Other times, the photos are of Adam and me, from our early days of dating. Those pictures make me smile too. I think back on how excited we both were as we dreamed of what life could become together. I smile even bigger when I realize our life now far exceeds every expectation we ever had!
The other day though, the reminder was more surreal then most. It was 14 years ago that I graduated from the Police Academy.
I can remember being in high school and determining that the best way to positively impact this world was to be a police officer. At that time, I was certain that I could be a light in the darkness and bring my energy and determination to each call for service. I carefully curated my life around that goal.

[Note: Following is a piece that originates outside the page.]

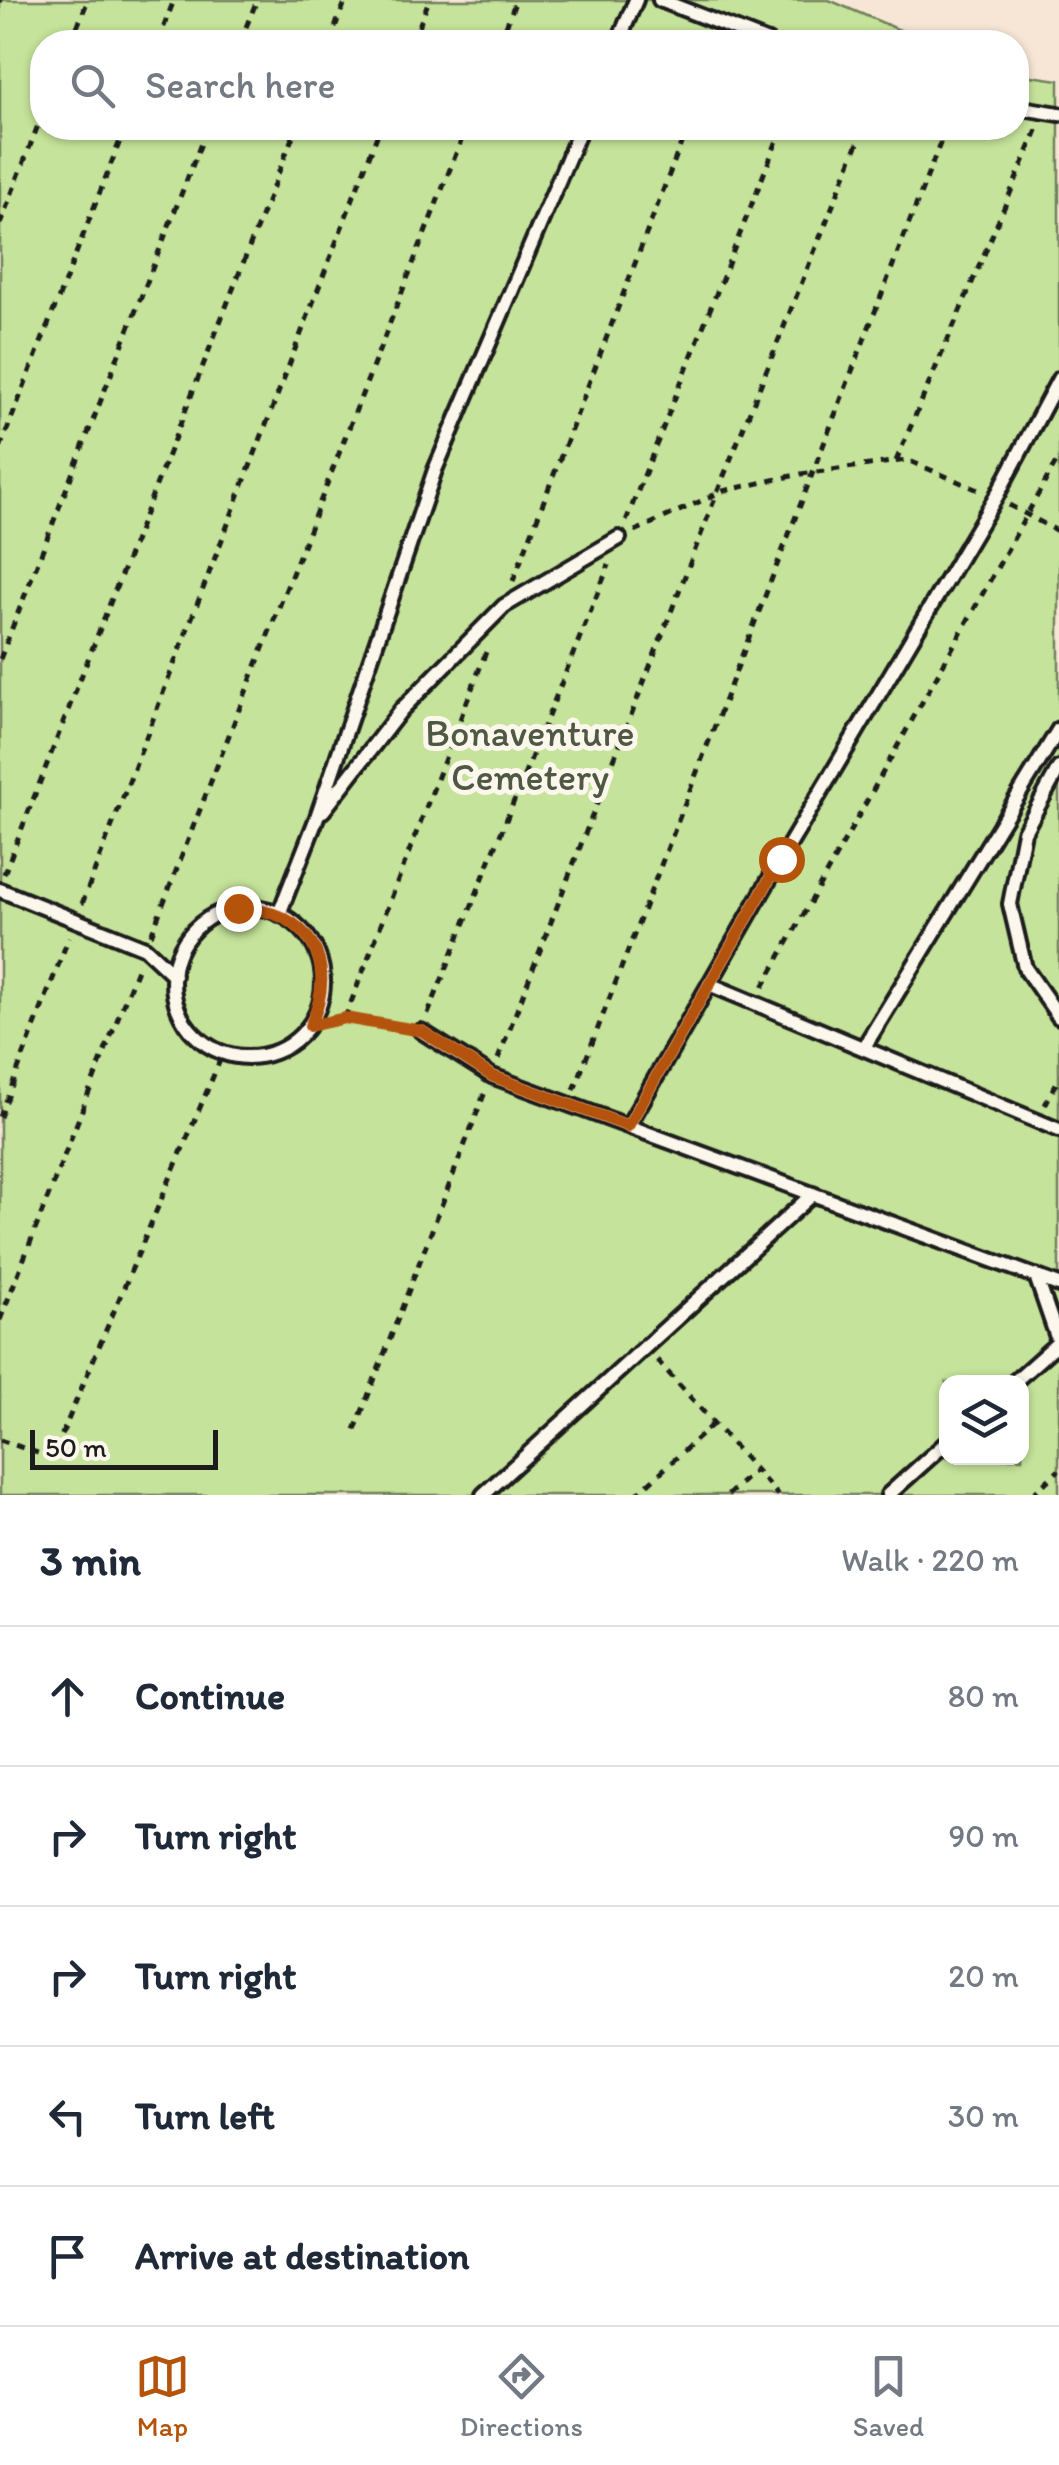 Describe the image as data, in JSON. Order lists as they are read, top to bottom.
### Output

For starters, I attended college for Criminal Justice at Radford University. While there, I interned for an elite unit of the FBI (the “profiling unit”) and became even more enamored with the idea of a life long career in law enforcement. I also volunteered with the Women’s Resource Center; determined to advocate for other women.
I graduated from college and immediately started police academy. When I successfully graduated – after passing Defensive Tactics, firearms training, getting pepper sprayed, learning about laws and codes, and so many more grueling challenges – I went to work for a local police department. After field training, I landed on midnight shift.
It was while our daughter, Harper, was growing and preparing for her earthly debut that I realized I had a seismic heart shift and wanted a different career direction. I knew it was right but it was also terrifying. The career I had hoped and dreamed for was within my grasp and I had to release it.
In those early days I never imagined I’d find career satisfaction again. I had an incredibly narrow view of who I was and what I was capable of. I released law enforcement out of necessity and conviction but not without serious doubts and fears. Fast forward 14 years later and I have found a vibrancy within my work that is satisfying and meaningful in ways I could never have imagined. I have learned there are many ways you can positively (and creatively!) impact the world.
There is no way that 14 years ago, as a rookie Police Academy graduate, I would have known that marketing and communications could be a vehicle for impact. Or, that I would enter into entrepreneurship and experience the thrill of creating jobs, helping local businesses, and learning along the way. No way I could have anticipated working for an international non-profit that is fighting trafficking and advocating for women each and every day. I absolutely would not have seen myself as a regular on the news, sharing encouragement and inspiration with the community.
But God knew and He saw. After all, He made me and knows all the nooks and crannies of who I am. While I may limit my self-belief and expectations, He is boundless.
Don’t hold so tightly to your “today” that you fail to realize your “tomorrows” could be full of unanticipated wonder and possibilities. As my dad loves to say, “you are not who you will one day be.”
I hope you’ll lean into a faith-vision that confidently trusts that your future is full of purpose and plans – even if you can’t see them coming. Choosing that perspective is full of wonder and the air hangs with excitement. It holds space for all that God may be doing now, to prepare you for what is to come. I love that in His infinite creativity nothing is wasted and nothing is lost.
I wonder what the next 14 years will hold. When I get that Facebook Time Hop reminder of today, what smile will stretch across my face? How will the reminder provide perspective about the way God provided? What new places will He take me to, that I didn’t even know existed?
I will choose to always believe that He has big beautiful plans for purpose, a hope, and a future. I hope you’ll believe the same.